“Why I Give to the LRI”

The LRI only works because of the contributions it gets, large and small, from donors around the country and the world. In this ongoing column, we get glimpses of this committed community.

Jose and Tania Fano, Independent Construction Managers, Miami area

Jose Fano: “For the longest time, I didn’t know I had lupus. I do a lot of fishing here in Miami, and for years I thought the sun was causing these little red spots on my arms and hands. But I also knew that something more was happening-that something was really wrong.

I’m going to be 58 this year, and four or five years ago my dermatologist finally insisted that I get blood tests. Well, I’ve never really been one for doctors, but I listened. The tests showed that I had antiphospholipid antibodies, and that my blood cell counts were low.

I went to see Dr. Yvonne Sherrer, a rheumatologist in Ft. Lauderdale. She was absolutely fantastic. But she also said to me, ‘What you have is bad. Get a second opinion.’ Dr. Sherrer helped me arrange a visit with Dr. Michael Lockshin at New York-Presbyterian/Weill Cornell Hospital. I’ve been seeing Dr. Lockshin and Dr. Sherrer ever since.

I know I am very lucky. My lupus is quiet now. But dealing with it and sitting in the doctor’s office in New York, I see people who are not as lucky, and who really need help. I asked about places that were doing something about lupus and Dr. Lockshin told us about the work of the LRI.

Luckily, my wife and I can help, and we give regularly to the LRI. We also try to do what we can here in Miami. My friends know that I am not a great promoter of myself. I’d rather just give and not ask.

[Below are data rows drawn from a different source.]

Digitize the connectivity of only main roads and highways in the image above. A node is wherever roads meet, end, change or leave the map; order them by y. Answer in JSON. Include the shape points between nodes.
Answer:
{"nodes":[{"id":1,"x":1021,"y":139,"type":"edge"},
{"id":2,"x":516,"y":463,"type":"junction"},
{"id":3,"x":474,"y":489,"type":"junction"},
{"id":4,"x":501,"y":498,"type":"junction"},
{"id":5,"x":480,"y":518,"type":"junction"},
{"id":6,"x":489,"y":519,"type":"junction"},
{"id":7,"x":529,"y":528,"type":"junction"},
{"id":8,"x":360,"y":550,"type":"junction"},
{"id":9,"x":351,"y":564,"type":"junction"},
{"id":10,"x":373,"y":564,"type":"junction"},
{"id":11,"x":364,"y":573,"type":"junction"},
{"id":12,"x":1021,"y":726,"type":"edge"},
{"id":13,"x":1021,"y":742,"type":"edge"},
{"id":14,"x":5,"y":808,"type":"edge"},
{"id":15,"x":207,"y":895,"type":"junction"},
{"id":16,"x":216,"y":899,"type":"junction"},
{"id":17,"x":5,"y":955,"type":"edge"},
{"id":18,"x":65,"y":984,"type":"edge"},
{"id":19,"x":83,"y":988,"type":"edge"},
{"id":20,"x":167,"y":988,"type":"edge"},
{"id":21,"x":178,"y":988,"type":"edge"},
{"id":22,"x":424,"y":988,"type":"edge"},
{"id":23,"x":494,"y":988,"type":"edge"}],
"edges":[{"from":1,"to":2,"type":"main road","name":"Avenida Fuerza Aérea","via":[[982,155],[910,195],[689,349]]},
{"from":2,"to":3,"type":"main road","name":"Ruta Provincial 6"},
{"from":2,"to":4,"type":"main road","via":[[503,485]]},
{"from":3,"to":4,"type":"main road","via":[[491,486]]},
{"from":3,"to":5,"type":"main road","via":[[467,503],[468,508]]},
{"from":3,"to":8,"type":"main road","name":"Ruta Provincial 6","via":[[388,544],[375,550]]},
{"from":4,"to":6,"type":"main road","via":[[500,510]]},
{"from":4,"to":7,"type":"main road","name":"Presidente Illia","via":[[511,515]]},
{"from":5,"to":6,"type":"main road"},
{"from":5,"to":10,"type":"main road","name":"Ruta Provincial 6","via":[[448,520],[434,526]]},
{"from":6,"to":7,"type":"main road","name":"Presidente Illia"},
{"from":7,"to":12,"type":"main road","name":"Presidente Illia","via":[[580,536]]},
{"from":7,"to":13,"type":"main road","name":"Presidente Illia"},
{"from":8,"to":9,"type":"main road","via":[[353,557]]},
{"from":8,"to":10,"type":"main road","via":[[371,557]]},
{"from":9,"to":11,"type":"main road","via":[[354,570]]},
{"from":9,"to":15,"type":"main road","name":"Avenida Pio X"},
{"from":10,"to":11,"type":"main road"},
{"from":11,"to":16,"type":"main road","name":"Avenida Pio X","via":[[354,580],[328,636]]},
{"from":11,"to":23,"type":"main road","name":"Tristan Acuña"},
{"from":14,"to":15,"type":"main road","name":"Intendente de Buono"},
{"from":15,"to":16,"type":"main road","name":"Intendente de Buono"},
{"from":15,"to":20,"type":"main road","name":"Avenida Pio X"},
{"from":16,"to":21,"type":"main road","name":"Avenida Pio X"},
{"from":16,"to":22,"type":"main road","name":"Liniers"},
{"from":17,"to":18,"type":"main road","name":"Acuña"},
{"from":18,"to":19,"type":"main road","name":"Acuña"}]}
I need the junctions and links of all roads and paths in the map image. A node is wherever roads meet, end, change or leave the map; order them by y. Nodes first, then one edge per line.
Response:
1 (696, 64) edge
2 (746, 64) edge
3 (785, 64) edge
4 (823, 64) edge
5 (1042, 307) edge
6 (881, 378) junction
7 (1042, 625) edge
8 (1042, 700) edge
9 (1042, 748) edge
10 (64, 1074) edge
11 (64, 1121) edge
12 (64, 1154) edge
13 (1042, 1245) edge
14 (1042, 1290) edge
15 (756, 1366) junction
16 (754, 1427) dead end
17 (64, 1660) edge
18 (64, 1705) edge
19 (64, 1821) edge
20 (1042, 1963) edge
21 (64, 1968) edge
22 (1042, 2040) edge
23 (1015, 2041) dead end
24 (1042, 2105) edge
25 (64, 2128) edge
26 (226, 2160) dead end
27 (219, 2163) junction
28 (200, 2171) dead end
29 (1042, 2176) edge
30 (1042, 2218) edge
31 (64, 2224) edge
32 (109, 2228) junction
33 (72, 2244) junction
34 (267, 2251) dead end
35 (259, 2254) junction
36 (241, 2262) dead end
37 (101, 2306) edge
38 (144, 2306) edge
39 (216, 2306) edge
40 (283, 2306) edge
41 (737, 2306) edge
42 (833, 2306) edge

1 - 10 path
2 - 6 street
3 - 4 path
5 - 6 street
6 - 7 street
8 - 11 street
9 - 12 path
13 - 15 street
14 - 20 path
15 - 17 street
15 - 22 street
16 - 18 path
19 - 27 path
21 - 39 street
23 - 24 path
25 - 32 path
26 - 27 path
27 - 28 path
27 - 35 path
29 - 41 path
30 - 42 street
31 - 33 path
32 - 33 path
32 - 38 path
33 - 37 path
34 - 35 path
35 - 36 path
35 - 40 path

It’s always a struggle, asking others to give. Not everybody is willing or able to give. But it’s also important just to talk about the disease. It bothers me a lot that we don't think of lupus as a severe disease, and therefore it isn't in the public eye like some other sicknesses are.

When we do talk about lupus, more people are aware and know that this horrible disease is out there. We've even made interesting connections to other people. I remember a few years ago, a friend of mine didn’t know I had lupus until we talked to him about giving to the LRI. Well, it turns out his sister had died of complications due to lupus. It's all around us.”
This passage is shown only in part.